─── Data for review ───

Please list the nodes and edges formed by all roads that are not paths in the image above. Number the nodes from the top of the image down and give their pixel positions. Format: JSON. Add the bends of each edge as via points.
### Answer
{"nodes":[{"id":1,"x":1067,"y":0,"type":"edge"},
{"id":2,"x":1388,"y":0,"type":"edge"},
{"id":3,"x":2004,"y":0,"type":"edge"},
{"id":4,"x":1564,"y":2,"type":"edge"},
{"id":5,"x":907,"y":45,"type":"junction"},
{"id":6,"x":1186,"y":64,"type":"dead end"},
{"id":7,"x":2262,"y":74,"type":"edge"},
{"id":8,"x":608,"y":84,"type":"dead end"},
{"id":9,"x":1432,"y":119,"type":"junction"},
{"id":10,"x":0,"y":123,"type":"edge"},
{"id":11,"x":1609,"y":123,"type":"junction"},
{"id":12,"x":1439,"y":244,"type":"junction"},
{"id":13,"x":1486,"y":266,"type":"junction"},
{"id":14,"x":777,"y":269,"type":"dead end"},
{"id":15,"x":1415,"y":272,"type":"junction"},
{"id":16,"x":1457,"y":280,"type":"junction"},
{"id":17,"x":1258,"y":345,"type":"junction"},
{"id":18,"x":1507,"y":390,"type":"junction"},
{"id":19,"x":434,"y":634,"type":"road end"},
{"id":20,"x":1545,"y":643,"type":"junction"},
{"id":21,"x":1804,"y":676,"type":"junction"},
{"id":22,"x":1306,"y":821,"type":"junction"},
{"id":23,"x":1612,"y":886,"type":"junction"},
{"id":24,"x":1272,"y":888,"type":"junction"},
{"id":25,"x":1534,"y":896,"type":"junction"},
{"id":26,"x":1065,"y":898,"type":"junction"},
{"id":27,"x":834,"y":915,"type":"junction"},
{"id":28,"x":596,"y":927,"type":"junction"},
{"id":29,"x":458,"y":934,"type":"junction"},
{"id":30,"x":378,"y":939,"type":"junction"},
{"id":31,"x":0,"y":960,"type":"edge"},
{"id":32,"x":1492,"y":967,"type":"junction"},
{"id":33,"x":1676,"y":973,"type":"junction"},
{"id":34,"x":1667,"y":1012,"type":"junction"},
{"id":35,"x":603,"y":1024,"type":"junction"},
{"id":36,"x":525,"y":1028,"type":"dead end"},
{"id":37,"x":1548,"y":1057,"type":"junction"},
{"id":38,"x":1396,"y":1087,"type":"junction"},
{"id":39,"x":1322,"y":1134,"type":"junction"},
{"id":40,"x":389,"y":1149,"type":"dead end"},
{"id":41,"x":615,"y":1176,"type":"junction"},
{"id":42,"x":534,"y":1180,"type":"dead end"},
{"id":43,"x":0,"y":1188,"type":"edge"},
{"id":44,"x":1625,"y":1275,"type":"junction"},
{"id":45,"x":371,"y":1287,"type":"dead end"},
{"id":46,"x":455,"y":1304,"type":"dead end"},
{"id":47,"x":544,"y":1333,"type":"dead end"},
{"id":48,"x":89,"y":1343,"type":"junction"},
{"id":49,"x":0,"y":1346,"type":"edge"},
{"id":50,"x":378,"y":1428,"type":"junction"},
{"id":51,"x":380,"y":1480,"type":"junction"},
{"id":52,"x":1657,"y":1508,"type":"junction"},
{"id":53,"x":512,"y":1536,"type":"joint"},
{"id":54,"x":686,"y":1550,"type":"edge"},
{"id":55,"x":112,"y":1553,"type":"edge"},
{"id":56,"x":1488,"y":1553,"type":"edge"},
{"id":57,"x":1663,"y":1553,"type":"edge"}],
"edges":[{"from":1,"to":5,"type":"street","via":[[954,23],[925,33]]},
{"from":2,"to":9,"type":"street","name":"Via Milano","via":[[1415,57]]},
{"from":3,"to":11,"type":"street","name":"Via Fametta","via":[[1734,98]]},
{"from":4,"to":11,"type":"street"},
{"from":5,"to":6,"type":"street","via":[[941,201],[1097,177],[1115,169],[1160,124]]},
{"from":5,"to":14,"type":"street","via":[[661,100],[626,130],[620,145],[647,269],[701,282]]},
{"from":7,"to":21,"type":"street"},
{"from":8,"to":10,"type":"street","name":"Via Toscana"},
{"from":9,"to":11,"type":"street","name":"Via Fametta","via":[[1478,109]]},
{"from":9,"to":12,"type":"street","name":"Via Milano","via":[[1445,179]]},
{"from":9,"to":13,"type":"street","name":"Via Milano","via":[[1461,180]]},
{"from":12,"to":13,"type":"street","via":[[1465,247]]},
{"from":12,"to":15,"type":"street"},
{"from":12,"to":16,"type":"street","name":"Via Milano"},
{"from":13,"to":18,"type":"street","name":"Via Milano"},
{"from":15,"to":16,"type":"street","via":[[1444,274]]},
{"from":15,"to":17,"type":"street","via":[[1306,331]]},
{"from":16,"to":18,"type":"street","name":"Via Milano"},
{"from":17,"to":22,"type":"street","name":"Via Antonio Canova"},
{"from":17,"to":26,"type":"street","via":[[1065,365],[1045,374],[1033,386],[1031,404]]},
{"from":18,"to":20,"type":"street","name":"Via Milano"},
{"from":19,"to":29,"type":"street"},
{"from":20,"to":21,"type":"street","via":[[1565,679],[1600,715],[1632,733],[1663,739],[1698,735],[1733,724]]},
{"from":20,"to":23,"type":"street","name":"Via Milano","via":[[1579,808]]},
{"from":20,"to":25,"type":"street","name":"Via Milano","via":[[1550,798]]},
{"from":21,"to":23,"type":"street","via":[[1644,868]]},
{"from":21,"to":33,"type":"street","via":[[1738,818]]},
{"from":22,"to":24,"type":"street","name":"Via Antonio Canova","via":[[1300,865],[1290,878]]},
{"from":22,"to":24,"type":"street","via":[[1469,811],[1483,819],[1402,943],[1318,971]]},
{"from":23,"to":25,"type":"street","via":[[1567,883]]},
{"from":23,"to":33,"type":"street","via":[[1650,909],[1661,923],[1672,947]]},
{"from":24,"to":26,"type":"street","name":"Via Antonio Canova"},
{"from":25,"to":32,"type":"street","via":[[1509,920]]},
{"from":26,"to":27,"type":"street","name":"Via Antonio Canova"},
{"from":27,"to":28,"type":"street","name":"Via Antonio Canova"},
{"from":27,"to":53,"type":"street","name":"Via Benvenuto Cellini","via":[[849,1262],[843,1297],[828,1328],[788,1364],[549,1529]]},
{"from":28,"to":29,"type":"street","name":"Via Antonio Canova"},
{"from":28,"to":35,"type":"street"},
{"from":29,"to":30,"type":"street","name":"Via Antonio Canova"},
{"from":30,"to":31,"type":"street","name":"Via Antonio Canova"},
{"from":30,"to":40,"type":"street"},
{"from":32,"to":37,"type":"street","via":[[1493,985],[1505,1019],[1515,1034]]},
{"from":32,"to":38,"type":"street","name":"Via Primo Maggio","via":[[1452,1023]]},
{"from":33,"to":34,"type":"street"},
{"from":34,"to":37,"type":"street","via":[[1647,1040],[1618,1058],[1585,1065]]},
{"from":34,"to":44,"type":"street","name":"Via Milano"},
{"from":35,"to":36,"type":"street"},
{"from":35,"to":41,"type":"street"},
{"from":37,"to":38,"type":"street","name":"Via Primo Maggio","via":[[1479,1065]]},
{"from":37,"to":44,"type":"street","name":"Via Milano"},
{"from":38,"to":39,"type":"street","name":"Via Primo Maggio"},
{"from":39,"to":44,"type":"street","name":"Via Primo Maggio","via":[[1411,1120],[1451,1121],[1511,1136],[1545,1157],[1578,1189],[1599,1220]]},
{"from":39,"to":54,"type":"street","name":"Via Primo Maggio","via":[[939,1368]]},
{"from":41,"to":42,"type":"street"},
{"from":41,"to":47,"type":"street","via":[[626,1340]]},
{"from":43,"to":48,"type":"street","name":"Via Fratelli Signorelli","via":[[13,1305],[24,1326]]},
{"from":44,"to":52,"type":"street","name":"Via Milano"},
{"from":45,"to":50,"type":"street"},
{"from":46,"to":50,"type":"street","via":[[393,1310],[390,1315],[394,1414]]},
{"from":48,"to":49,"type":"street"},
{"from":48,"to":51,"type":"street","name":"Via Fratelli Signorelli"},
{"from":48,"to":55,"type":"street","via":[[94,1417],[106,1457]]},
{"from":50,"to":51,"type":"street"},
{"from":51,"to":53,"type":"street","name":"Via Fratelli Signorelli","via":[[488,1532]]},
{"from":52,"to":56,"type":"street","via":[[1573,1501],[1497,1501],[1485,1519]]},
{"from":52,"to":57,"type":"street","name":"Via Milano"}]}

───

Task requirements → Which of the lines above include the string "Maggio"? Pick them out and copy them.

Expected output →
{"from":32,"to":38,"type":"street","name":"Via Primo Maggio","via":[[1452,1023]]},
{"from":37,"to":38,"type":"street","name":"Via Primo Maggio","via":[[1479,1065]]},
{"from":38,"to":39,"type":"street","name":"Via Primo Maggio"},
{"from":39,"to":44,"type":"street","name":"Via Primo Maggio","via":[[1411,1120],[1451,1121],[1511,1136],[1545,1157],[1578,1189],[1599,1220]]},
{"from":39,"to":54,"type":"street","name":"Via Primo Maggio","via":[[939,1368]]},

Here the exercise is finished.